EXERCISE » Give the records again exactly, with every character kept.
● ● ● ● ●
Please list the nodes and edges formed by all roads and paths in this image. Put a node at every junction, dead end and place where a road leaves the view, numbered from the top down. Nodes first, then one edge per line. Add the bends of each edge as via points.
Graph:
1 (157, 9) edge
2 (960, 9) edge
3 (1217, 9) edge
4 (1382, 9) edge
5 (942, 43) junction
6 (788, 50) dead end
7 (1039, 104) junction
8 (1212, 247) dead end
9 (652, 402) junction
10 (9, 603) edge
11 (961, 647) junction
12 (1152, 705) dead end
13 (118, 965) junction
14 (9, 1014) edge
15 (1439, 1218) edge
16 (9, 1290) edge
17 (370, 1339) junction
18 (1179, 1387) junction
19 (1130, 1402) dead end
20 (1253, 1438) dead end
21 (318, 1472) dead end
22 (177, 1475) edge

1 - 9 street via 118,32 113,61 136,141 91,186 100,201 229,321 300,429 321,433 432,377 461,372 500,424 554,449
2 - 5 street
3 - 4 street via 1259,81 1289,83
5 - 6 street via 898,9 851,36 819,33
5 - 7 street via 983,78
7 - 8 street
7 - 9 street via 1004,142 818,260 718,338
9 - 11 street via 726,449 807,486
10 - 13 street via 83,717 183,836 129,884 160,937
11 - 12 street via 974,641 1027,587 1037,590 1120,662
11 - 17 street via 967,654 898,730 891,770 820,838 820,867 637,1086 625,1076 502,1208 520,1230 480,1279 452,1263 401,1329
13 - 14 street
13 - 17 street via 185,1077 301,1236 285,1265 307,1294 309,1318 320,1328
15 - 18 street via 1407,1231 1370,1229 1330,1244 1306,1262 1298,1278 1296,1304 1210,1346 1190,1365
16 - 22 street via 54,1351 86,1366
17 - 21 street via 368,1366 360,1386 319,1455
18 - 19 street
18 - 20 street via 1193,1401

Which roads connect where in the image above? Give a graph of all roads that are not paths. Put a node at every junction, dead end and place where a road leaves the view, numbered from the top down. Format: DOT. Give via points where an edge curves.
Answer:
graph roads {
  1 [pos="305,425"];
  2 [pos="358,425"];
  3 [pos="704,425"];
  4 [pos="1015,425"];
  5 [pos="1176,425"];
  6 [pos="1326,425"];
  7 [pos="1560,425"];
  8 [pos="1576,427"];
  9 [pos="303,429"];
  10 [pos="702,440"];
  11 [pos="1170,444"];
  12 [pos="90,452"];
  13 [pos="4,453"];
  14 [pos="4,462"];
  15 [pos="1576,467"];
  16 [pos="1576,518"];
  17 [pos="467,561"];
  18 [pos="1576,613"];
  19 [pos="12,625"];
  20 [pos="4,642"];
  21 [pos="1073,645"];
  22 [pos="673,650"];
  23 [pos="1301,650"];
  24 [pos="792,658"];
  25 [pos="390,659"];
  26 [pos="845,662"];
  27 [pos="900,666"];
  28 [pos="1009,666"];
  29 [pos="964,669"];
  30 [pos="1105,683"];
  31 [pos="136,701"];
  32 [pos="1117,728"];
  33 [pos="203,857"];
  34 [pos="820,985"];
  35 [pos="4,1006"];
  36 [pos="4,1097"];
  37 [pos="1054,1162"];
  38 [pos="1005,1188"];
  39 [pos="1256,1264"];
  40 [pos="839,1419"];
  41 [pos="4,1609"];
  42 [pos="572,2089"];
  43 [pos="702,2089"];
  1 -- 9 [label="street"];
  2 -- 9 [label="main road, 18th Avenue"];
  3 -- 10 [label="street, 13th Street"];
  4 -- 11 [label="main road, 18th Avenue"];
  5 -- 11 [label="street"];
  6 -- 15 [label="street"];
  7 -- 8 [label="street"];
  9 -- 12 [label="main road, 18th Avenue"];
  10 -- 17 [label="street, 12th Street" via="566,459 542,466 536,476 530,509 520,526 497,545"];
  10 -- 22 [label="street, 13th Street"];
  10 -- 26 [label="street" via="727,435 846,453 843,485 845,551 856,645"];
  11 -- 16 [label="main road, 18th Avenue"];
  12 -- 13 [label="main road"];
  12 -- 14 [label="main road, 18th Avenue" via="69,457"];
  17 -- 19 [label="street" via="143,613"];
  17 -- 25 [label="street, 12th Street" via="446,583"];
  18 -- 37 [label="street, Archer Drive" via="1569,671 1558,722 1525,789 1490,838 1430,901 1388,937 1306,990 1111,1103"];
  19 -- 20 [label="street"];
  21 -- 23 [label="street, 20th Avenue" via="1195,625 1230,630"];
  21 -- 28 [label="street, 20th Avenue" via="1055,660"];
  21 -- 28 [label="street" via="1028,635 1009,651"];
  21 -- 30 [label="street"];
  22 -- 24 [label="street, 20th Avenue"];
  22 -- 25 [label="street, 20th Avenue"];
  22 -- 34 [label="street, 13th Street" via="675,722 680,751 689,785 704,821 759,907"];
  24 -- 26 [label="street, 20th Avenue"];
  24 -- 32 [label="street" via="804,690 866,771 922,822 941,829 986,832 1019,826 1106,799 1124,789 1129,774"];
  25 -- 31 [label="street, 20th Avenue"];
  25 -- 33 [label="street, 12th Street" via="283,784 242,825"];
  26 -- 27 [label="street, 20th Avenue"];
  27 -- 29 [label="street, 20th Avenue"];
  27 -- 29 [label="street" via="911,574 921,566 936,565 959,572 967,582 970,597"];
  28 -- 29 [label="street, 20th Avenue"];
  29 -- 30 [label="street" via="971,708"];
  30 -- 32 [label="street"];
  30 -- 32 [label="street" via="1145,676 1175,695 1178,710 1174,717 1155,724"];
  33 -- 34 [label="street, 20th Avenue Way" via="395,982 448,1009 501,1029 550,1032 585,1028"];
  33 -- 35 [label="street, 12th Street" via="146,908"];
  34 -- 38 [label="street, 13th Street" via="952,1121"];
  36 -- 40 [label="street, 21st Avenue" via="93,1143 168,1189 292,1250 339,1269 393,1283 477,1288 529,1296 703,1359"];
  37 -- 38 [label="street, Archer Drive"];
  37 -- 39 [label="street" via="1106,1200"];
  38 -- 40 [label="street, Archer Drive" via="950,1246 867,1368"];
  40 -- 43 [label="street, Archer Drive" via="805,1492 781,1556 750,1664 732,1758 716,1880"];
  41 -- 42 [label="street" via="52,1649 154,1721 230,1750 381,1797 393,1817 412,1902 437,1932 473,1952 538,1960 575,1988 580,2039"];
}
● ● ● ● ●
COMPLETED TASK »
Please list the nodes and edges formed by all roads and paths in this image. Put a node at every junction, dead end and place where a road leaves the view, numbered from the top down. Nodes first, then one edge per line. Add the bends of each edge as via points.
Graph:
1 (157, 9) edge
2 (960, 9) edge
3 (1217, 9) edge
4 (1382, 9) edge
5 (942, 43) junction
6 (788, 50) dead end
7 (1039, 104) junction
8 (1212, 247) dead end
9 (652, 402) junction
10 (9, 603) edge
11 (961, 647) junction
12 (1152, 705) dead end
13 (118, 965) junction
14 (9, 1014) edge
15 (1439, 1218) edge
16 (9, 1290) edge
17 (370, 1339) junction
18 (1179, 1387) junction
19 (1130, 1402) dead end
20 (1253, 1438) dead end
21 (318, 1472) dead end
22 (177, 1475) edge

1 - 9 street via 118,32 113,61 136,141 91,186 100,201 229,321 300,429 321,433 432,377 461,372 500,424 554,449
2 - 5 street
3 - 4 street via 1259,81 1289,83
5 - 6 street via 898,9 851,36 819,33
5 - 7 street via 983,78
7 - 8 street
7 - 9 street via 1004,142 818,260 718,338
9 - 11 street via 726,449 807,486
10 - 13 street via 83,717 183,836 129,884 160,937
11 - 12 street via 974,641 1027,587 1037,590 1120,662
11 - 17 street via 967,654 898,730 891,770 820,838 820,867 637,1086 625,1076 502,1208 520,1230 480,1279 452,1263 401,1329
13 - 14 street
13 - 17 street via 185,1077 301,1236 285,1265 307,1294 309,1318 320,1328
15 - 18 street via 1407,1231 1370,1229 1330,1244 1306,1262 1298,1278 1296,1304 1210,1346 1190,1365
16 - 22 street via 54,1351 86,1366
17 - 21 street via 368,1366 360,1386 319,1455
18 - 19 street
18 - 20 street via 1193,1401

Which roads connect where in the image above? Give a graph of all roads that are not paths. Put a node at every junction, dead end and place where a road leaves the view, numbered from the top down. Format: DOT. Give via points where an edge curves.
Answer:
graph roads {
  1 [pos="305,425"];
  2 [pos="358,425"];
  3 [pos="704,425"];
  4 [pos="1015,425"];
  5 [pos="1176,425"];
  6 [pos="1326,425"];
  7 [pos="1560,425"];
  8 [pos="1576,427"];
  9 [pos="303,429"];
  10 [pos="702,440"];
  11 [pos="1170,444"];
  12 [pos="90,452"];
  13 [pos="4,453"];
  14 [pos="4,462"];
  15 [pos="1576,467"];
  16 [pos="1576,518"];
  17 [pos="467,561"];
  18 [pos="1576,613"];
  19 [pos="12,625"];
  20 [pos="4,642"];
  21 [pos="1073,645"];
  22 [pos="673,650"];
  23 [pos="1301,650"];
  24 [pos="792,658"];
  25 [pos="390,659"];
  26 [pos="845,662"];
  27 [pos="900,666"];
  28 [pos="1009,666"];
  29 [pos="964,669"];
  30 [pos="1105,683"];
  31 [pos="136,701"];
  32 [pos="1117,728"];
  33 [pos="203,857"];
  34 [pos="820,985"];
  35 [pos="4,1006"];
  36 [pos="4,1097"];
  37 [pos="1054,1162"];
  38 [pos="1005,1188"];
  39 [pos="1256,1264"];
  40 [pos="839,1419"];
  41 [pos="4,1609"];
  42 [pos="572,2089"];
  43 [pos="702,2089"];
  1 -- 9 [label="street"];
  2 -- 9 [label="main road, 18th Avenue"];
  3 -- 10 [label="street, 13th Street"];
  4 -- 11 [label="main road, 18th Avenue"];
  5 -- 11 [label="street"];
  6 -- 15 [label="street"];
  7 -- 8 [label="street"];
  9 -- 12 [label="main road, 18th Avenue"];
  10 -- 17 [label="street, 12th Street" via="566,459 542,466 536,476 530,509 520,526 497,545"];
  10 -- 22 [label="street, 13th Street"];
  10 -- 26 [label="street" via="727,435 846,453 843,485 845,551 856,645"];
  11 -- 16 [label="main road, 18th Avenue"];
  12 -- 13 [label="main road"];
  12 -- 14 [label="main road, 18th Avenue" via="69,457"];
  17 -- 19 [label="street" via="143,613"];
  17 -- 25 [label="street, 12th Street" via="446,583"];
  18 -- 37 [label="street, Archer Drive" via="1569,671 1558,722 1525,789 1490,838 1430,901 1388,937 1306,990 1111,1103"];
  19 -- 20 [label="street"];
  21 -- 23 [label="street, 20th Avenue" via="1195,625 1230,630"];
  21 -- 28 [label="street, 20th Avenue" via="1055,660"];
  21 -- 28 [label="street" via="1028,635 1009,651"];
  21 -- 30 [label="street"];
  22 -- 24 [label="street, 20th Avenue"];
  22 -- 25 [label="street, 20th Avenue"];
  22 -- 34 [label="street, 13th Street" via="675,722 680,751 689,785 704,821 759,907"];
  24 -- 26 [label="street, 20th Avenue"];
  24 -- 32 [label="street" via="804,690 866,771 922,822 941,829 986,832 1019,826 1106,799 1124,789 1129,774"];
  25 -- 31 [label="street, 20th Avenue"];
  25 -- 33 [label="street, 12th Street" via="283,784 242,825"];
  26 -- 27 [label="street, 20th Avenue"];
  27 -- 29 [label="street, 20th Avenue"];
  27 -- 29 [label="street" via="911,574 921,566 936,565 959,572 967,582 970,597"];
  28 -- 29 [label="street, 20th Avenue"];
  29 -- 30 [label="street" via="971,708"];
  30 -- 32 [label="street"];
  30 -- 32 [label="street" via="1145,676 1175,695 1178,710 1174,717 1155,724"];
  33 -- 34 [label="street, 20th Avenue Way" via="395,982 448,1009 501,1029 550,1032 585,1028"];
  33 -- 35 [label="street, 12th Street" via="146,908"];
  34 -- 38 [label="street, 13th Street" via="952,1121"];
  36 -- 40 [label="street, 21st Avenue" via="93,1143 168,1189 292,1250 339,1269 393,1283 477,1288 529,1296 703,1359"];
  37 -- 38 [label="street, Archer Drive"];
  37 -- 39 [label="street" via="1106,1200"];
  38 -- 40 [label="street, Archer Drive" via="950,1246 867,1368"];
  40 -- 43 [label="street, Archer Drive" via="805,1492 781,1556 750,1664 732,1758 716,1880"];
  41 -- 42 [label="street" via="52,1649 154,1721 230,1750 381,1797 393,1817 412,1902 437,1932 473,1952 538,1960 575,1988 580,2039"];
}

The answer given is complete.